Short answer, craigslist.
Long answer;
12 years ago, 18 year old Nikk Mitchell had just graduated high school in Calgary Canada and moved to the coast to attend the Art Institute of Vancouver (also in Canada). A lack of interest in structured learning fostered escape fantasies. Instead of doing his homework he fed his fantasies surfing craigslist world wide, dreaming of anywhere, doing anything but school. One day he stumbled across a job on craigslist’s China subforum, and applied on a whim. He was surprised to be accepted, maxed out his student loan in cash, dropped out of uni, and began his journey to the east.
5 years later Nikk was still in China when the Oculus DK1 was released and his life changed drastically. His student loan was long repaid and structured education a faint memory, so why did he choose to pursue his VR dreams in China?

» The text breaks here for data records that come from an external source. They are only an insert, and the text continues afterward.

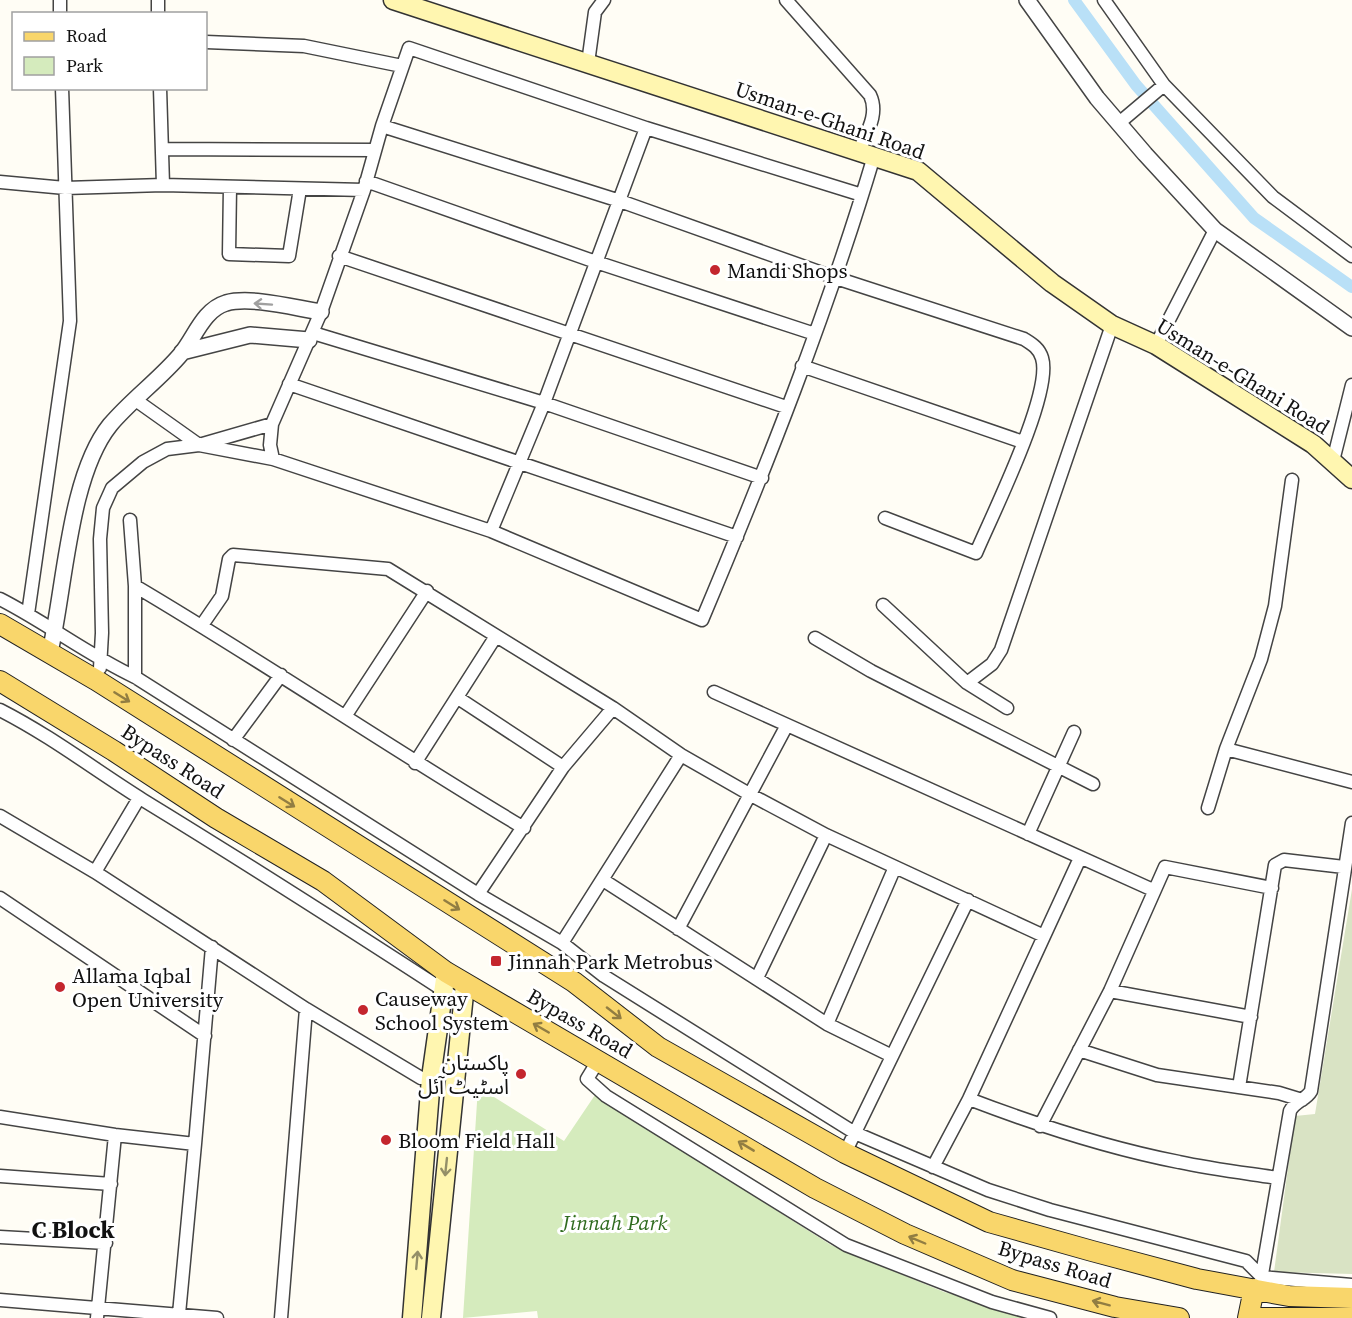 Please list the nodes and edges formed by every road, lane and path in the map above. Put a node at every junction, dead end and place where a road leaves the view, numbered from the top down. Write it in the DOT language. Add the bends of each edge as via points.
graph roads {
  1 [pos="393,0"];
  2 [pos="786,0"];
  3 [pos="1027,0"];
  4 [pos="1104,0"];
  5 [pos="602,1"];
  6 [pos="207,42"];
  7 [pos="588,63"];
  8 [pos="402,66"];
  9 [pos="1162,87"];
  10 [pos="62,90"];
  11 [pos="160,90"];
  12 [pos="1119,123"];
  13 [pos="382,126"];
  14 [pos="645,128"];
  15 [pos="162,149"];
  16 [pos="375,150"];
  17 [pos="867,153"];
  18 [pos="0,182"];
  19 [pos="163,185"];
  20 [pos="365,186"];
  21 [pos="230,187"];
  22 [pos="65,188"];
  23 [pos="300,189"];
  24 [pos="862,195"];
  25 [pos="620,201"];
  26 [pos="1215,230"];
  27 [pos="339,256"];
  28 [pos="1352,256"];
  29 [pos="596,262"];
  30 [pos="836,278"];
  31 [pos="321,312"];
  32 [pos="1112,325"];
  33 [pos="1352,328"];
  34 [pos="569,332"];
  35 [pos="815,334"];
  36 [pos="311,337"];
  37 [pos="1156,345"];
  38 [pos="182,352"];
  39 [pos="802,366"];
  40 [pos="289,384"];
  41 [pos="1352,385"];
  42 [pos="137,401"];
  43 [pos="544,403"];
  44 [pos="786,407"];
  45 [pos="272,424"];
  46 [pos="1023,441"];
  47 [pos="199,445"];
  48 [pos="273,459"];
  49 [pos="1333,461"];
  50 [pos="518,464"];
  51 [pos="762,478"];
  52 [pos="1352,478"];
  53 [pos="1292,480"];
  54 [pos="885,518"];
  55 [pos="130,520"];
  56 [pos="491,531"];
  57 [pos="737,537"];
  58 [pos="135,586"];
  59 [pos="427,591"];
  60 [pos="0,599"];
  61 [pos="883,605"];
  62 [pos="28,614"];
  63 [pos="0,624"];
  64 [pos="202,626"];
  65 [pos="55,629"];
  66 [pos="496,636"];
  67 [pos="815,638"];
  68 [pos="50,652"];
  69 [pos="101,661"];
  70 [pos="281,675"];
  71 [pos="135,677"];
  72 [pos="96,680"];
  73 [pos="0,681"];
  74 [pos="967,683"];
  75 [pos="714,692"];
  76 [pos="458,698"];
  77 [pos="613,708"];
  78 [pos="1007,708"];
  79 [pos="0,710"];
  80 [pos="346,715"];
  81 [pos="788,725"];
  82 [pos="1074,732"];
  83 [pos="233,740"];
  84 [pos="1226,749"];
  85 [pos="681,756"];
  86 [pos="415,763"];
  87 [pos="1059,766"];
  88 [pos="563,767"];
  89 [pos="1352,782"];
  90 [pos="1093,784"];
  91 [pos="751,795"];
  92 [pos="140,798"];
  93 [pos="1208,808"];
  94 [pos="0,816"];
  95 [pos="1352,823"];
  96 [pos="524,828"];
  97 [pos="1028,834"];
  98 [pos="826,835"];
  99 [pos="1080,858"];
  100 [pos="895,867"];
  101 [pos="1344,867"];
  102 [pos="95,872"];
  103 [pos="603,880"];
  104 [pos="1272,888"];
  105 [pos="1153,890"];
  106 [pos="483,897"];
  107 [pos="0,898"];
  108 [pos="968,900"];
  109 [pos="476,919"];
  110 [pos="678,929"];
  111 [pos="1044,936"];
  112 [pos="562,943"];
  113 [pos="212,946"];
  114 [pos="757,978"];
  115 [pos="444,981"];
  116 [pos="1110,991"];
  117 [pos="464,993"];
  118 [pos="306,1009"];
  119 [pos="1251,1017"];
  120 [pos="827,1024"];
  121 [pos="205,1036"];
  122 [pos="1079,1050"];
  123 [pos="892,1056"];
  124 [pos="598,1061"];
  125 [pos="456,1068"];
  126 [pos="431,1078"];
  127 [pos="1239,1087"];
  128 [pos="969,1099"];
  129 [pos="1302,1100"];
  130 [pos="0,1117"];
  131 [pos="1040,1126"];
  132 [pos="855,1133"];
  133 [pos="115,1135"];
  134 [pos="195,1144"];
  135 [pos="845,1153"];
  136 [pos="933,1167"];
  137 [pos="0,1176"];
  138 [pos="1278,1178"];
  139 [pos="111,1184"];
  140 [pos="0,1238"];
  141 [pos="106,1243"];
  142 [pos="1352,1285"];
  143 [pos="1258,1286"];
  144 [pos="1352,1298"];
  145 [pos="0,1300"];
  146 [pos="97,1313"];
  147 [pos="179,1314"];
  148 [pos="217,1318"];
  149 [pos="281,1318"];
  150 [pos="412,1318"];
  151 [pos="431,1318"];
  152 [pos="1050,1318"];
  153 [pos="1179,1318"];
  154 [pos="1248,1318"];
  155 [pos="1261,1318"];
  156 [pos="1336,1318"];
  157 [pos="1352,1318"];
  1 -- 7 [label="main road, Usman-e-Ghani Road"];
  2 -- 17 [label="street" via="875,104"];
  3 -- 12 [label="street"];
  4 -- 9 [label="street"];
  5 -- 7 [label="street" via="595,12"];
  6 -- 8 [label="street" via="304,46"];
  7 -- 17 [label="main road, Usman-e-Ghani Road"];
  8 -- 13 [label="street"];
  8 -- 14 [label="street" via="409,48"];
  9 -- 12 [label="street"];
  9 -- 28 [label="street" via="1273,197"];
  10 -- 22 [label="street"];
  11 -- 15 [label="street"];
  12 -- 26 [label="street"];
  13 -- 16 [label="street"];
  13 -- 25 [label="street"];
  14 -- 24 [label="street"];
  14 -- 25 [label="street"];
  15 -- 16 [label="street"];
  15 -- 19 [label="street"];
  16 -- 20 [label="street"];
  17 -- 24 [label="street"];
  17 -- 32 [label="main road, Usman-e-Ghani Road" via="918,171 1052,284"];
  18 -- 22 [label="street"];
  19 -- 21 [label="street"];
  19 -- 22 [label="street"];
  20 -- 23 [label="street"];
  20 -- 27 [label="street"];
  20 -- 29 [label="street"];
  21 -- 23 [label="street"];
  21 -- 23 [label="street" via="229,254 289,256"];
  22 -- 62 [label="street" via="70,321"];
  24 -- 30 [label="street"];
  25 -- 29 [label="street"];
  25 -- 30 [label="street"];
  26 -- 33 [label="street"];
  26 -- 37 [label="street"];
  27 -- 31 [label="street"];
  27 -- 34 [label="street"];
  29 -- 34 [label="street"];
  29 -- 35 [label="street"];
  30 -- 35 [label="street"];
  30 -- 46 [label="street" via="1024,339 1037,347 1042,358 1042,387"];
  31 -- 36 [label="street"];
  31 -- 38 [label="street, one-way" via="228,303 210,314"];
  32 -- 37 [label="main road, Usman-e-Ghani Road"];
  32 -- 74 [label="street" via="1001,650 992,664"];
  34 -- 43 [label="street"];
  34 -- 44 [label="street"];
  35 -- 39 [label="street"];
  36 -- 38 [label="street" via="250,335"];
  36 -- 40 [label="street"];
  36 -- 43 [label="street"];
  37 -- 49 [label="main road, Usman-e-Ghani Road" via="1313,444"];
  38 -- 42 [label="street"];
  39 -- 44 [label="street"];
  39 -- 46 [label="street"];
  40 -- 45 [label="street"];
  40 -- 50 [label="street"];
  41 -- 49 [label="street"];
  42 -- 47 [label="street"];
  42 -- 65 [label="street" via="111,425 87,465 77,497"];
  43 -- 50 [label="street"];
  43 -- 51 [label="street"];
  44 -- 51 [label="street"];
  45 -- 47 [label="street"];
  45 -- 48 [label="street"];
  46 -- 54 [label="street" via="976,553"];
  47 -- 48 [label="street"];
  47 -- 69 [label="street" via="167,449 142,462 112,488 103,508 100,539"];
  48 -- 56 [label="street"];
  49 -- 52 [label="main road, Usman-e-Ghani Road"];
  50 -- 56 [label="street"];
  50 -- 57 [label="street"];
  51 -- 57 [label="street"];
  53 -- 84 [label="street" via="1275,606 1261,658"];
  55 -- 58 [label="street"];
  56 -- 57 [label="street" via="702,620"];
  58 -- 64 [label="street"];
  58 -- 71 [label="street"];
  59 -- 64 [label="street" via="388,569 233,555 222,596"];
  59 -- 66 [label="street"];
  59 -- 80 [label="street"];
  60 -- 62 [label="street"];
  61 -- 74 [label="street"];
  62 -- 65 [label="street"];
  63 -- 68 [label="main road"];
  64 -- 70 [label="street"];
  65 -- 68 [label="street"];
  65 -- 69 [label="street"];
  66 -- 76 [label="street"];
  66 -- 77 [label="street"];
  67 -- 87 [label="street" via="1022,750"];
  68 -- 72 [label="main road"];
  69 -- 71 [label="street"];
  69 -- 72 [label="street"];
  70 -- 80 [label="street"];
  70 -- 83 [label="street"];
  71 -- 83 [label="street"];
  72 -- 109 [label="main road, one-way"];
  73 -- 115 [label="main road, Bypass Road" via="216,818 323,880"];
  74 -- 78 [label="street"];
  75 -- 81 [label="street"];
  76 -- 86 [label="street"];
  76 -- 88 [label="street"];
  77 -- 85 [label="street"];
  77 -- 88 [label="street"];
  79 -- 92 [label="street" via="93,764"];
  80 -- 86 [label="street"];
  81 -- 91 [label="street"];
  81 -- 97 [label="street"];
  82 -- 87 [label="street"];
  83 -- 106 [label="street"];
  84 -- 89 [label="street"];
  84 -- 93 [label="street"];
  85 -- 91 [label="street"];
  85 -- 103 [label="street"];
  86 -- 96 [label="street"];
  87 -- 90 [label="street"];
  87 -- 97 [label="street"];
  88 -- 96 [label="street"];
  91 -- 98 [label="street"];
  91 -- 110 [label="street"];
  92 -- 102 [label="street"];
  92 -- 115 [label="street"];
  94 -- 102 [label="street"];
  95 -- 101 [label="street"];
  96 -- 106 [label="street"];
  97 -- 99 [label="street"];
  98 -- 100 [label="street"];
  98 -- 114 [label="street"];
  99 -- 105 [label="street"];
  99 -- 111 [label="street"];
  100 -- 108 [label="street"];
  100 -- 120 [label="street"];
  101 -- 104 [label="street" via="1279,861"];
  101 -- 129 [label="street" via="1311,1091"];
  102 -- 113 [label="street"];
  103 -- 110 [label="street"];
  103 -- 112 [label="street"];
  104 -- 105 [label="street" via="1165,867"];
  104 -- 119 [label="street"];
  105 -- 116 [label="street"];
  106 -- 109 [label="street"];
  106 -- 112 [label="street"];
  107 -- 121 [label="street"];
  108 -- 111 [label="street"];
  108 -- 123 [label="street"];
  109 -- 135 [label="main road, one-way" via="574,982 658,1047"];
  110 -- 114 [label="street"];
  111 -- 128 [label="street"];
  112 -- 132 [label="street" via="604,976"];
  113 -- 118 [label="street"];
  113 -- 121 [label="street"];
  114 -- 120 [label="street"];
  115 -- 117 [label="main road, Bypass Road"];
  115 -- 126 [label="main road"];
  116 -- 119 [label="street"];
  116 -- 122 [label="street"];
  124 -- 117 [label="main road, Bypass Road, one-way"];
  117 -- 125 [label="main road"];
  118 -- 126 [label="street" via="422,1078"];
  118 -- 149 [label="street"];
  119 -- 127 [label="street"];
  120 -- 123 [label="street"];
  121 -- 134 [label="street"];
  122 -- 127 [label="street" via="1156,1075"];
  122 -- 131 [label="street"];
  123 -- 132 [label="street"];
  124 -- 152 [label="street" via="587,1079 606,1096 846,1245 992,1302"];
  153 -- 124 [label="main road, Bypass Road, one-way" via="1115,1307 1012,1280 905,1234 815,1188"];
  125 -- 126 [label="street"];
  125 -- 151 [label="main road, one-way"];
  150 -- 126 [label="main road, one-way"];
  127 -- 129 [label="street"];
  128 -- 131 [label="street"];
  128 -- 136 [label="street"];
  129 -- 138 [label="street" via="1293,1104 1290,1111"];
  130 -- 133 [label="street"];
  131 -- 138 [label="street" via="1178,1162"];
  132 -- 135 [label="street"];
  132 -- 136 [label="street"];
  133 -- 134 [label="street"];
  133 -- 139 [label="street"];
  134 -- 147 [label="street"];
  135 -- 143 [label="main road" via="988,1222 1197,1280"];
  136 -- 143 [label="street" via="1050,1210 1246,1261"];
  137 -- 139 [label="street"];
  138 -- 143 [label="street"];
  139 -- 141 [label="street"];
  140 -- 141 [label="street"];
  141 -- 146 [label="street"];
  142 -- 143 [label="street"];
  143 -- 144 [label="main road" via="1289,1296"];
  143 -- 154 [label="main road"];
  145 -- 146 [label="street"];
  146 -- 147 [label="street"];
  147 -- 148 [label="street"];
  155 -- 156 [label="main road"];
  156 -- 157 [label="main road"];
}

Historically China has been a world leader many times in culture and science. 20th century China was not. While the reasons for China’s painful 1900s are debatable, their recent steps to return to former glory is fact. Brands like DJI in new industries prove that China is past imitation and back to innovation. Now China is in transition, between a recent poor past and fortune’s future. During the internet bubble China was mostly offline, but now, only decades later China has over 800 million internet users, 98% of them on mobile. Other examples like mobile payment and shared bikes/umbrellas/cars/battery packs also show that while China was recently behind the west, they are leapfrogging ahead. VR is going to take time to reach mass market anywhere, but Nikk believes that it will happen quicker in China than in the West.
Another reason that influences VR in China is government support. For example last year one city alone (Nanchang) invested hundreds of millions of dollars in VR including a huge VR theme park and a 148 million dollar fund. These investments trickle down in real tangible ways. Nikk’s current VR company FXG now has 400 square meters, which are massively subsidised by the Chinese government. Including power, internet, cleaning staff and more, the total cost is 2000 USD per month. The On top of this FXG has been contracted by China State Grid, The Beijing Department of Water, and the local government to create VR content for them. Premier Li Keqiang, the second in command to Xi Jinping even visited FXG’s office this summer.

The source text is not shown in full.